Monero (XMR) will be once more changing its PoW algorithm for mining in an effort to attract regular miners CPU/GPU miners and drive away FPGA/ASIC miners. Testing on the private RandomX testnet has concluded successfully and RandomX PoW mining will move to public testing on the XMR official testnet.
This Proof of Work will introduce significant changes with respect to the current CryptoNight-R, as it will eliminate the ASICs and FPGAs from cryptocurrency mining. Not only that, since the operation of this algorithm is optimized for the use of classic CPUs and related instructions, caches, and architecture, even the yield in the mining of video cards will drop dramatically, thus making it suitable (given the efficiency) to Monero mining only the CPUs, at least initially.
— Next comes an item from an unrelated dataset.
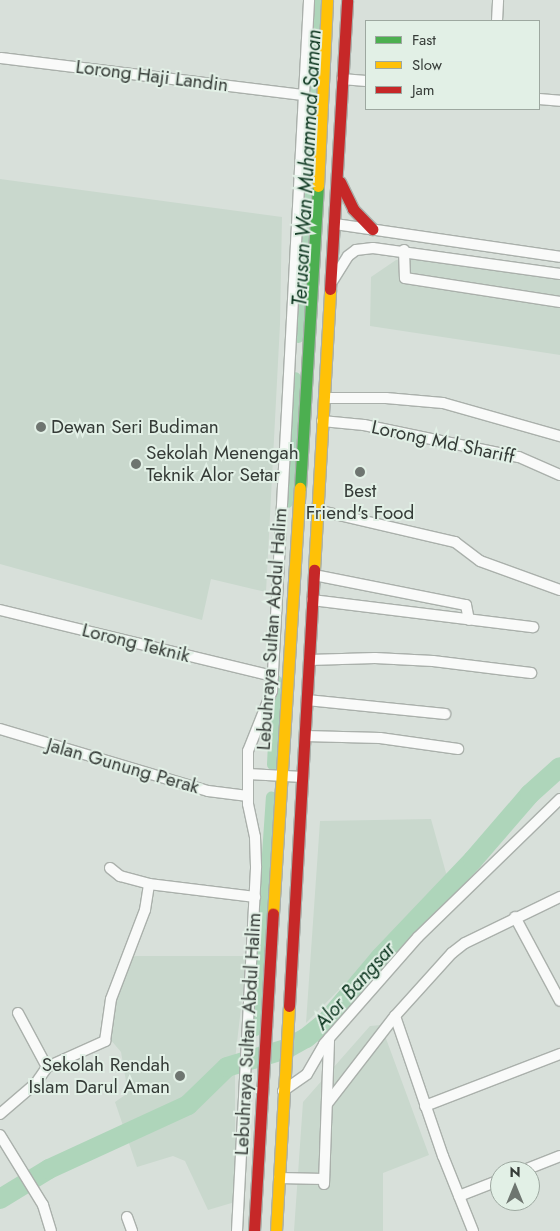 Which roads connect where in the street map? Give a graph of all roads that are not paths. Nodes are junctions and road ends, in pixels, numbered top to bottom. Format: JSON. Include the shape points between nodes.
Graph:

From the first tests in fact, among all the tested processors an interesting performance advantage emerged for the new AMD Ryzen CPUs, in particular for the third generation of CPU based on the ZEN 2 architecture. These particular CPU models, in fact, boast large quantities of Cache of first, second and third level, practically double compared to the first and second generation of AMD Ryzen and to the current solutions offered by Intel.
Currently, the most performing model is certainly the Ryzen 9 3900x, equipped with 12 cores and 24 threads at a base clock of 3.8 GHz. This CPU can reach a hashrate close to 11500-12000 H/s, with a consumption of about 150 Watt. However, the price is not the cheapest, as it is difficult to find the Ryzen 3900x for less than 600 dollars/euros.
The model with the highest price/performance ratio is certainly the Ryzen 5 3600, a solution with six cores and 12 threads operating at a clock base of 3.6 GHz. In fact, it manages to get a hashrate up to almost 6300 Hash/s, all with a consumption of about 80-90 Watts for the CPU alone and a price below 200 euros.
There is quite some time left before the fork happens though, it is scheduled for block 1978433 that should hit sometime on November 30th, so there is time for you to get familiar with the new RandomX algorithm by then. If you are interested in checking out the performance of your CPUs, then you might want to check the official RandomX Benchmark app (link for download: CPU – GPU). There is also a not so optimized OpenCL miner available that works on both AMD and Nvidia GPUs available as well, though performance might be disappointing compared to that of higher-end CPUs at this point.
It is interesting to note that the RandomX algorithm apparently favors CPU mining due to its design even GPUs might not do so well initially with it, though we are probably going to see better optimized GPUs miners soon enough.